SINGAPORE - Since his wife suffered a stroke five years ago, Mr Tan Sue Hoai has been taking care of her daily needs - bathing her, preparing her meals, helping her to use the bathroom and even carrying her to bed.
"This is me fulfilling my promise to her at our wedding - that when one of us has problems, the other takes care of him or her," said the 73-year-old retiree, who has been married to Madam Oei for 30 years.
Mr Tan had contemplated sending his wife to a nursing home when the stroke left the left side of her body paralysed, but she expressed her wish to stay at their three-room flat in Bedok.
On weekdays, 66-year-old Madam Oei spends much of her time in a daycare centre near their home, where she does rehabilitation exercises and interacts with other seniors in activities such as karaoke and games.
Mr Tan uses his monthly Central Provident Fund payout of $300, coupled with his savings, to pay for their combined monthly expenses of $500 to $600.
These include fees for the daycare services, utilities, food and household essentials.
" We rarely go out. If there's a function nearby - like a community centre dinner or a getai performance - I will wheel her there," said Mr Tan, who added that transporting his wife to places further away can cost around $100 for a round trip.
A new Home Caregiving Grant (HCG) of $200 will be introduced by the Ministry of Health by the end of this year to defray the costs of home and community-based long-term caregivers of people with permanent moderate disabilities.

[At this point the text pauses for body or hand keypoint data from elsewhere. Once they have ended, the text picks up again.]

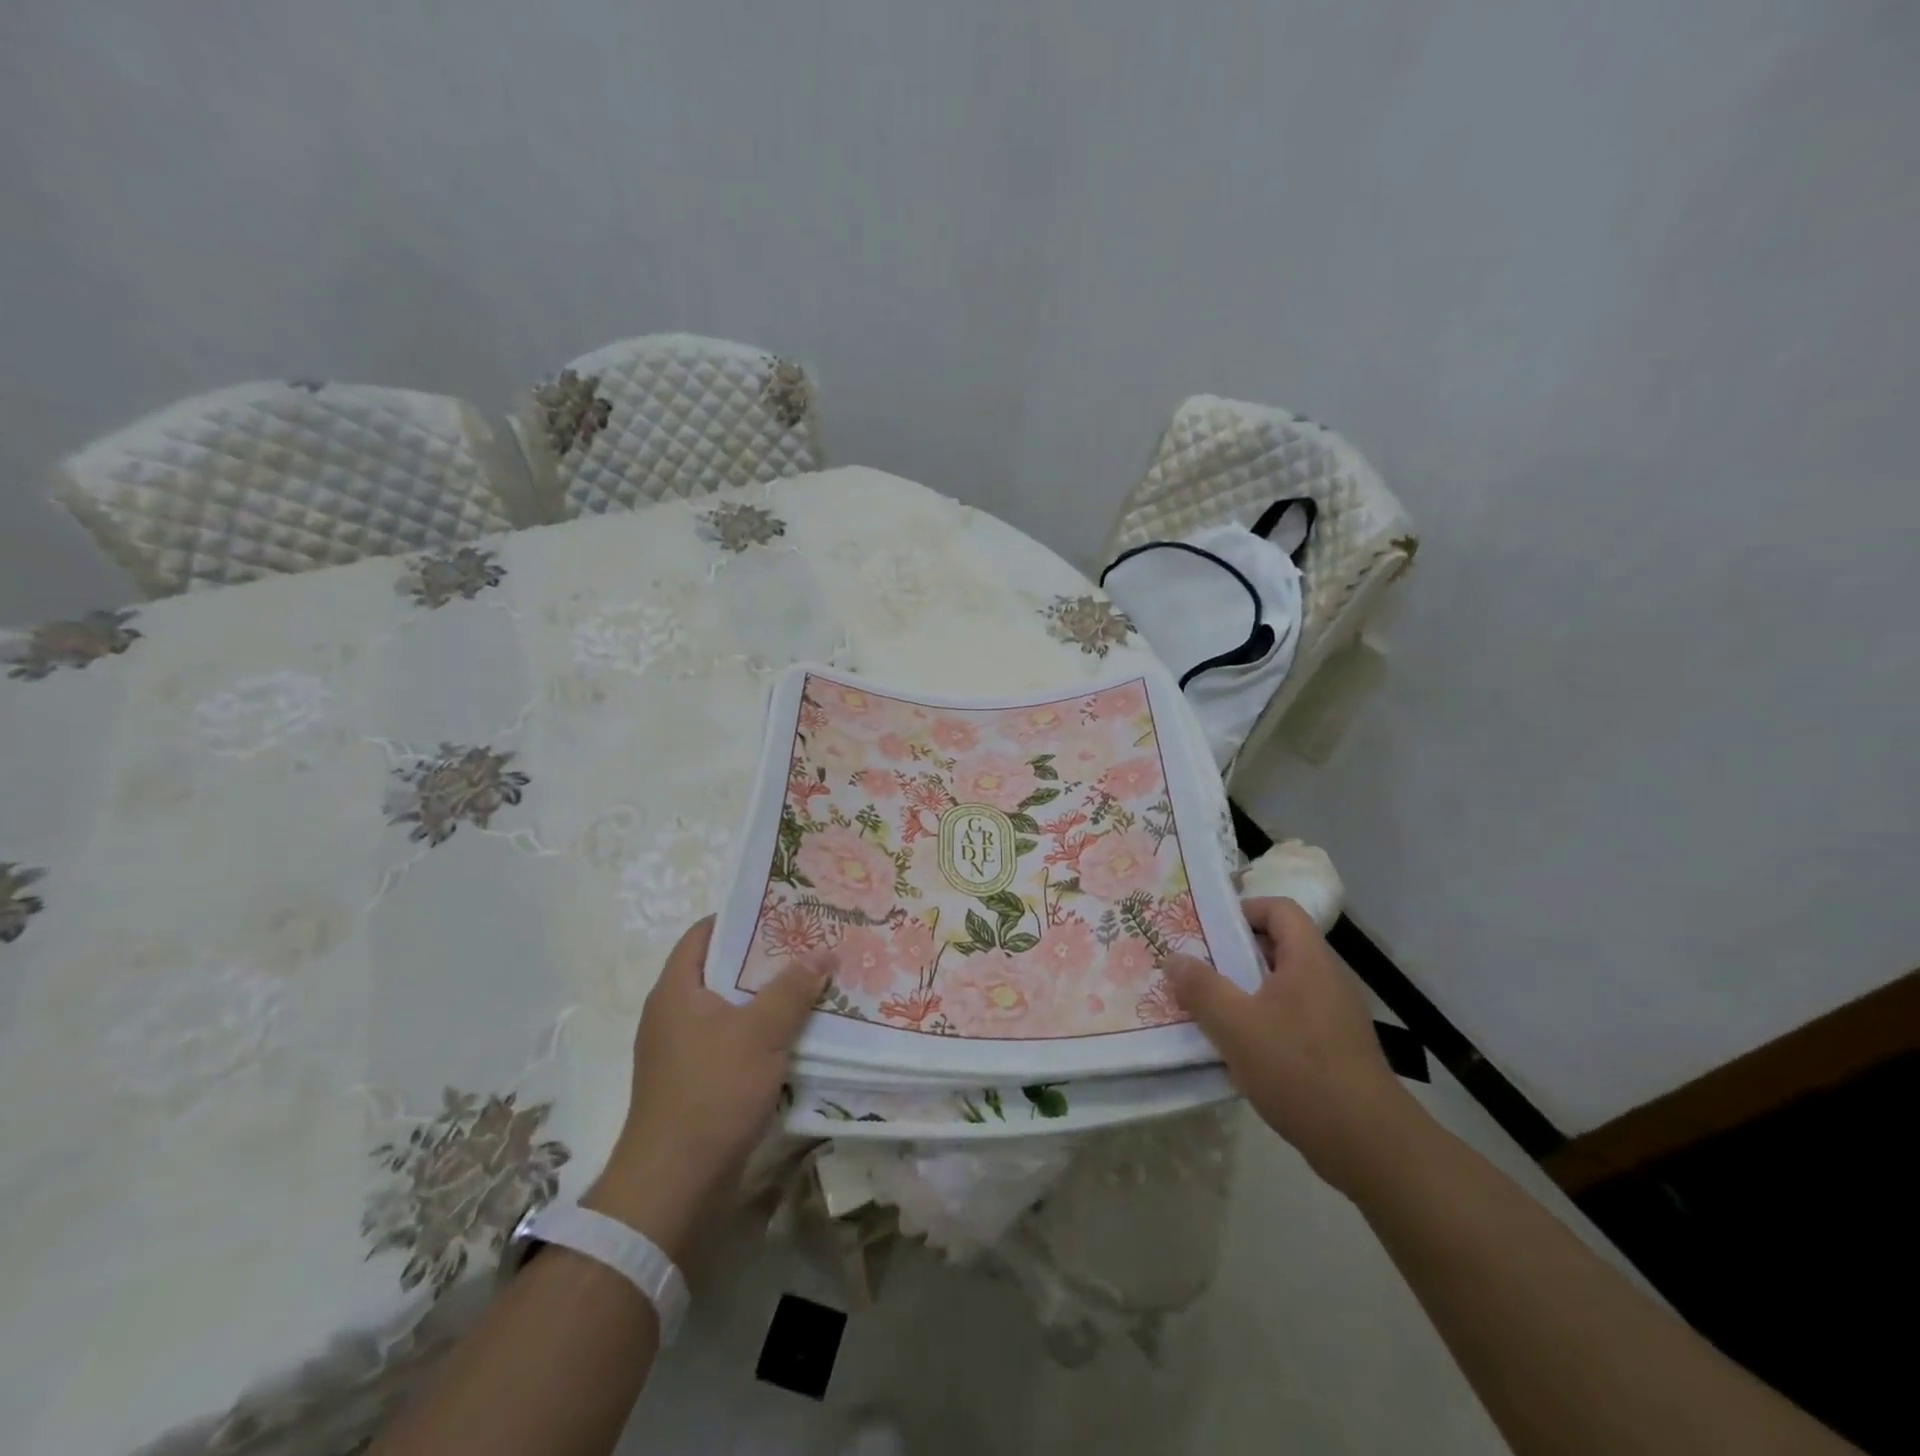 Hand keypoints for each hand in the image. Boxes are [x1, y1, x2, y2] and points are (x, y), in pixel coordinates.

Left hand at [585, 916, 834, 1263]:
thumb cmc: (712, 1092)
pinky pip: (732, 1042)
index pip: (704, 933)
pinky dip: (761, 1033)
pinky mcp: (695, 1083)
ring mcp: (682, 1052)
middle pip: (721, 970)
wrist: (674, 1185)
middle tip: (809, 945)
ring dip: (767, 999)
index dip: (741, 917)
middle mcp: (673, 1014)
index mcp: (676, 990)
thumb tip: (824, 952)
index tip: (782, 911)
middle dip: (765, 959)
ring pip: (730, 1009)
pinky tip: (796, 1034)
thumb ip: (793, 988)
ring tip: (812, 984)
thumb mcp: (761, 1032)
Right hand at [1163, 896, 1419, 1194]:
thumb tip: (1174, 959)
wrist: (1367, 1144)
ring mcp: (1335, 1016)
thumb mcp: (1235, 1025)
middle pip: (1277, 946)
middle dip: (1234, 953)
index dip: (1243, 909)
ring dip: (1244, 991)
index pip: (1279, 909)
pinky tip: (1238, 1049)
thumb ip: (1201, 987)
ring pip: (1282, 986)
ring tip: (1208, 1008)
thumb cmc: (1298, 1069)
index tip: (1208, 929)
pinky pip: (1292, 1017)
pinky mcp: (1336, 1049)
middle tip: (1196, 967)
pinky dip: (1262, 1022)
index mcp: (1309, 960)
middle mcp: (1326, 979) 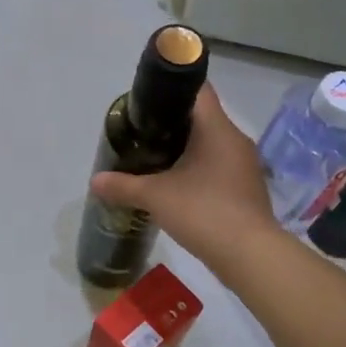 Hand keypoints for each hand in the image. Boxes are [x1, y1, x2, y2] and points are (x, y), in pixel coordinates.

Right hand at [90, 84, 278, 269]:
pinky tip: (179, 187)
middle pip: (202, 118)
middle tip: (143, 135)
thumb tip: (95, 181)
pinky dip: (200, 170)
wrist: (250, 255)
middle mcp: (235, 139)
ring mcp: (245, 165)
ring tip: (156, 160)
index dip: (172, 91)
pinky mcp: (247, 188)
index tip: (148, 104)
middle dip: (173, 124)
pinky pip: (220, 167)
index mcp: (217, 128)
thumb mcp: (156, 197)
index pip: (198, 90)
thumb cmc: (204, 212)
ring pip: (212, 144)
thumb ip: (124, 186)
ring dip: (187, 149) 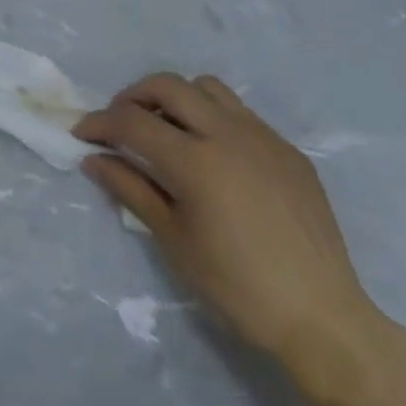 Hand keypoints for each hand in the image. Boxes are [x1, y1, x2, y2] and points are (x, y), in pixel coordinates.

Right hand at [76, 73, 386, 386]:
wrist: (323, 320)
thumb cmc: (238, 288)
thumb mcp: (174, 241)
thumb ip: (131, 189)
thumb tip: (93, 159)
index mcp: (196, 161)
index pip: (132, 122)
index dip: (100, 123)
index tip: (82, 134)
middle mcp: (228, 134)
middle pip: (167, 85)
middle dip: (133, 96)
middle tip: (120, 122)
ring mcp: (263, 137)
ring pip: (206, 88)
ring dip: (176, 98)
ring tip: (167, 129)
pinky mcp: (288, 150)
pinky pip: (241, 114)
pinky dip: (214, 119)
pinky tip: (214, 156) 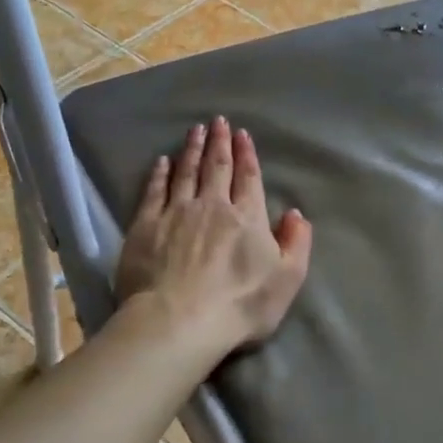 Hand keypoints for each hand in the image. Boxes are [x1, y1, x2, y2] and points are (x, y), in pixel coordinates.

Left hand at [115, 116, 312, 352]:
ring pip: (186, 172)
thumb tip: (295, 214)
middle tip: (218, 121)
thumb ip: (296, 244)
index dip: (246, 155)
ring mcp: (177, 213)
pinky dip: (160, 173)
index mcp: (247, 217)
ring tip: (195, 130)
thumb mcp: (287, 279)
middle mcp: (213, 206)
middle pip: (217, 167)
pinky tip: (162, 161)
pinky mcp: (146, 226)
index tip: (242, 134)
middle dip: (219, 142)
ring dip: (192, 149)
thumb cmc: (240, 305)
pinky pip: (154, 191)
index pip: (248, 178)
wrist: (179, 321) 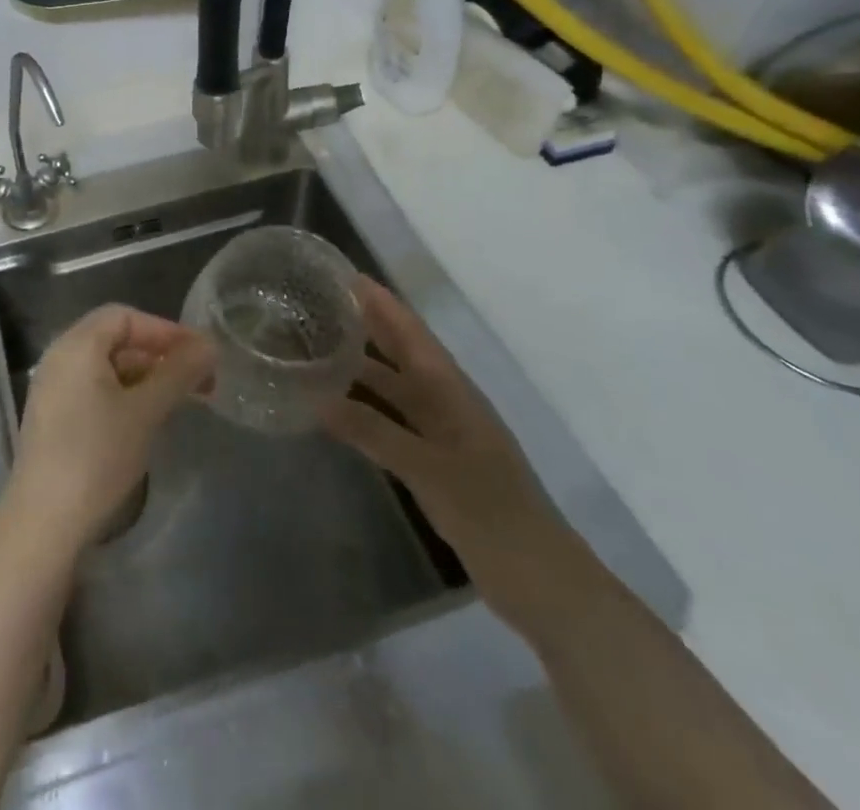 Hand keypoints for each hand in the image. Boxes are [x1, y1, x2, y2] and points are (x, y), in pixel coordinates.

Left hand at [6, 305, 214, 552]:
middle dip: (159, 354)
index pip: (125, 316)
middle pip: (115, 338)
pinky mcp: (53, 417)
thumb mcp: (145, 411)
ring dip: (145, 376)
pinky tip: (146, 419)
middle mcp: (59, 357)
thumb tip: (209, 344)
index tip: (199, 354)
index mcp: (76, 344)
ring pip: (106, 366)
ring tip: (179, 401)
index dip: (165, 330)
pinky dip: (124, 393)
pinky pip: (93, 388)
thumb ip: (178, 373)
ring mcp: (52, 388)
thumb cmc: (97, 456)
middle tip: (198, 380)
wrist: (44, 522)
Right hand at [318, 278, 583, 625]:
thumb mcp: (429, 470)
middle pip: (402, 353)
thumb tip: (316, 396)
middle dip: (368, 325)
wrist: (543, 583)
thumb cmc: (491, 514)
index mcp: (452, 392)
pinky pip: (393, 420)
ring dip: (363, 367)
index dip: (382, 303)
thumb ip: (373, 431)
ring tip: (319, 348)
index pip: (411, 334)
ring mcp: (442, 434)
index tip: (346, 276)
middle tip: (322, 304)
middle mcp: (446, 403)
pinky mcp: (436, 463)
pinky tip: (339, 408)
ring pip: (396, 387)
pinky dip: (366, 407) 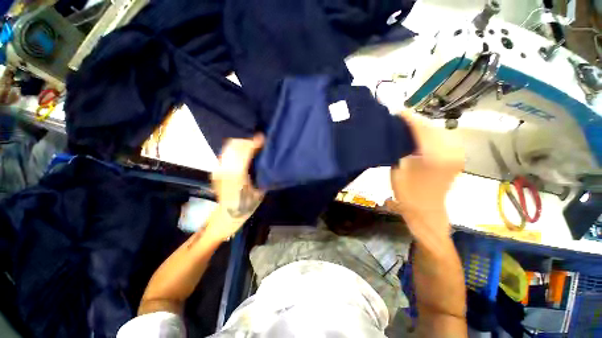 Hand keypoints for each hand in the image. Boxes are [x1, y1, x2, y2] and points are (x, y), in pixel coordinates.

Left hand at [205, 134, 264, 241]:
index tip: (263, 138)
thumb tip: (266, 158)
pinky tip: (244, 154)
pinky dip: (235, 149)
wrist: (228, 215)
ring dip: (241, 144)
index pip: (244, 150)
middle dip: (247, 141)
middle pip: (234, 145)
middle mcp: (224, 168)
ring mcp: (218, 168)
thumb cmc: (247, 204)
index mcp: (237, 173)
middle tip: (259, 143)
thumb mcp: (260, 189)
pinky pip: (226, 153)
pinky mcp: (216, 170)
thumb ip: (261, 171)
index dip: (254, 142)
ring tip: (252, 146)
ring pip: (229, 147)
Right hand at [387, 111, 463, 239]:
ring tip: (407, 127)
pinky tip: (418, 137)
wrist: (426, 210)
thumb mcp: (399, 167)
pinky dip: (429, 135)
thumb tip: (398, 132)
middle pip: (432, 128)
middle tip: (399, 120)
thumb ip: (401, 147)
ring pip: (438, 132)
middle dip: (415, 122)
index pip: (421, 128)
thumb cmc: (408, 192)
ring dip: (422, 128)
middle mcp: (451, 151)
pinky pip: (442, 139)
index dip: (409, 118)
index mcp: (435, 155)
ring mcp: (457, 154)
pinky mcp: (456, 157)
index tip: (397, 111) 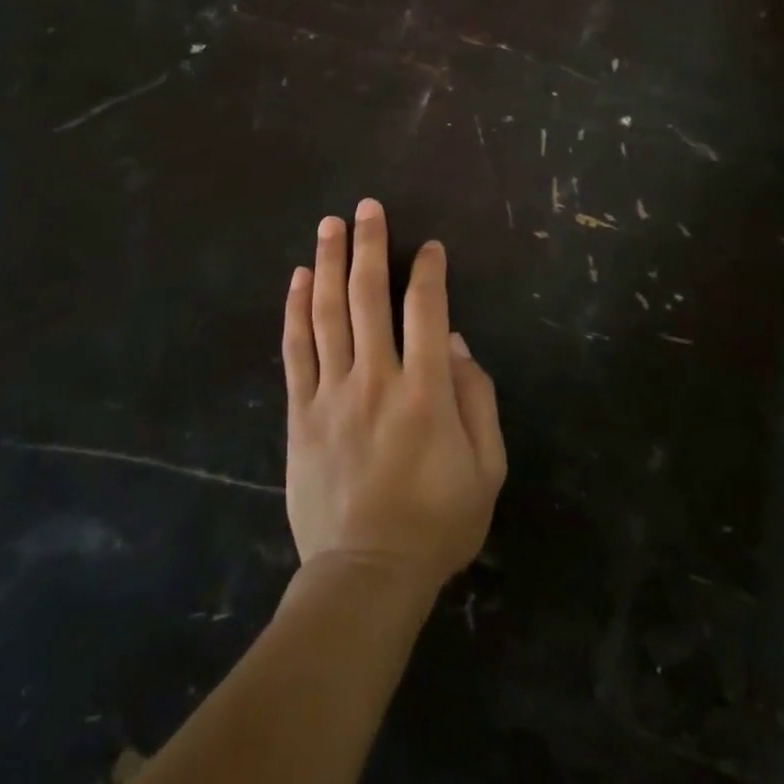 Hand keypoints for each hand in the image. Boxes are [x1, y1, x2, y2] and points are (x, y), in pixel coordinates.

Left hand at [282, 199, 506, 601]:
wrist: (366, 576)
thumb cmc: (436, 523)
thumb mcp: (486, 470)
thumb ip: (478, 401)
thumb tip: (456, 344)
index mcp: (426, 392)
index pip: (427, 311)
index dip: (430, 272)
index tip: (430, 247)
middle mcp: (377, 379)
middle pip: (369, 297)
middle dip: (371, 246)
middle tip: (368, 207)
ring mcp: (333, 394)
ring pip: (328, 313)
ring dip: (330, 264)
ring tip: (330, 225)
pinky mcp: (302, 413)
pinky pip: (296, 351)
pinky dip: (297, 310)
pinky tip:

To qualify, these individuals must require assistance with at least three activities of daily living - namely bathing, dressing, eating, toileting, transferring such as from bed to chair, and moving from room to room - regardless of age.
The means-tested grant will replace the existing Foreign Domestic Worker (FDW) Grant of $120 per month. In addition to offsetting the costs of hiring an FDW, caregivers can use the grant for other caregiving expenses, such as the costs of senior care centre services and homecare services, as well as transportation to medical appointments.
Mr Tan said that although the new grant might help to relieve the couple's financial burden a little, they will still not be able to afford a domestic helper.
"I'll do everything myself while I still can," said Mr Tan, although he worries that he might not be able to take care of his wife as he gets older.
"I worry about the day I'm unable to take care of her. I worry about what might happen to her if I were to go first."